Argonus and the Gods of Stone has a very unobtrusive soundtrack, instantly forgotten once you exit the game. There is no increase in volume for action as I have found no action. The water sounds like water, the creatures sound like creatures, the persistent droning on of the narrator stating the blindingly obvious does exactly that. Other than the narrator it’s all pretty good if truth be told.
Argonus and the Gods of Stone seems to have good intentions but falls short of the basic expectation of a game. There’s really no logic to the game, in fact, there’s really no game, it’s just a well constructed scavenger hunt for no real purpose. The knowledge base is sound, but like the rest of Argonus and the Gods of Stone, lacking of a point. Zojoi need to rethink the purpose of the game and how it unfolds to get the slightest bit of joy into the game for the player. The environment in which Argonus and the Gods of Stone is set in is very good, the game seems to have been an afterthought. This should have been right up my street, but I was led down a dark alleyway and mugged off by Hades pretending to be Aphrodite. Gutted!
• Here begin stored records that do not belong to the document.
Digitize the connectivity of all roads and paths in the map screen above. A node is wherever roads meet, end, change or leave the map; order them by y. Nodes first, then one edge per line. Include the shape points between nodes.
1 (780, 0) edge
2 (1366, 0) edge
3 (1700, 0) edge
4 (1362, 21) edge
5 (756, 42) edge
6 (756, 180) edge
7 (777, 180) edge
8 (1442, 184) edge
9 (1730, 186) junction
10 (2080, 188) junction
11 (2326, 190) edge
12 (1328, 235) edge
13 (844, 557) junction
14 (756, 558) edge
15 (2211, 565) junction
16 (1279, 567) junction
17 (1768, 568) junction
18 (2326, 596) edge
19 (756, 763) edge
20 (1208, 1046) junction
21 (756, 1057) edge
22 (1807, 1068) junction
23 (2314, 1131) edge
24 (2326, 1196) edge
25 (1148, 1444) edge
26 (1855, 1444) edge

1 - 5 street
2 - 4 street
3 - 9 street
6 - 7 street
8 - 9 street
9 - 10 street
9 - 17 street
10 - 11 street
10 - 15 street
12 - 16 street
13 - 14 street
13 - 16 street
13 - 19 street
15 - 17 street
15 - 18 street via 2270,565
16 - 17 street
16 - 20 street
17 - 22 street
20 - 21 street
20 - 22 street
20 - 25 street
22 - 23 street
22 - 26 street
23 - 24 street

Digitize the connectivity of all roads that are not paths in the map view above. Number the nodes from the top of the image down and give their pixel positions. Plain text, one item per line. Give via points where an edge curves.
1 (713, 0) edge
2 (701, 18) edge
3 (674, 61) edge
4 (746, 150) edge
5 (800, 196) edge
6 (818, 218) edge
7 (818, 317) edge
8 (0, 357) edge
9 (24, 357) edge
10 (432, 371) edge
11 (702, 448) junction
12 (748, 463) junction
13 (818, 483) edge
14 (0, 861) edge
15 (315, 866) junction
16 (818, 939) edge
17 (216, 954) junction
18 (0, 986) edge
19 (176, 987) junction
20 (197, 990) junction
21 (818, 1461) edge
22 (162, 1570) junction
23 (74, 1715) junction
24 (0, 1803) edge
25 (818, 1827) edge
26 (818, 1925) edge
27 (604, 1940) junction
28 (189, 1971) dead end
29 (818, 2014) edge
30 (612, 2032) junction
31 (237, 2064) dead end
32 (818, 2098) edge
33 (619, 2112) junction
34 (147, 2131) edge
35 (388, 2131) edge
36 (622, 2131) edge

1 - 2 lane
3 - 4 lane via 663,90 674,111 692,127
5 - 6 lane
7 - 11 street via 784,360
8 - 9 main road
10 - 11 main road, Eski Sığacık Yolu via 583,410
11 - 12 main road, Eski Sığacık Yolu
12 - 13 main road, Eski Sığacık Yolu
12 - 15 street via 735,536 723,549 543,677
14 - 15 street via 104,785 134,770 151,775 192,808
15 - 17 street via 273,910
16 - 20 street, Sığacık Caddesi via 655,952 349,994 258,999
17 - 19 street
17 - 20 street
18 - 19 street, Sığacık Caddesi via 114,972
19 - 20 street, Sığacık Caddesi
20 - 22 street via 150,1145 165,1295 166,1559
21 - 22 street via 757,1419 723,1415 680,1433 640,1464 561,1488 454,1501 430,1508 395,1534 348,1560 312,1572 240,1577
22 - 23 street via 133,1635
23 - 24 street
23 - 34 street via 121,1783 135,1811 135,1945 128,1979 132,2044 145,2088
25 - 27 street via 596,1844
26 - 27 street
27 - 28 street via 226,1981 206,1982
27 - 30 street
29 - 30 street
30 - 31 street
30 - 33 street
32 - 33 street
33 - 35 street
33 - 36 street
Unable to throw myself off any high ledges or lay down to be consumed by Harpies was frustrating. Walking around looking for items in unusual places was frustrating. Not having the ability to have true freedom of movement was frustrating. The narrator was frustrating. Most of all though, the fact that there was no actual game was the most frustrating thing. Argonus and the Gods of Stone looked like it had so much potential, but it’s just a jumbled up scavenger hunt with no logic. I wanted a Monet and I got a Pollock. There is paint, it’s on the canvas, but it’s simply a mess. I was hoping for better. It wasn’t so much gods of stone, but game of stone. Based on all of this I award Argonus and the Gods of Stone a Thumb Culture Bronze award.
Disclaimer: A code was received in order to write this review.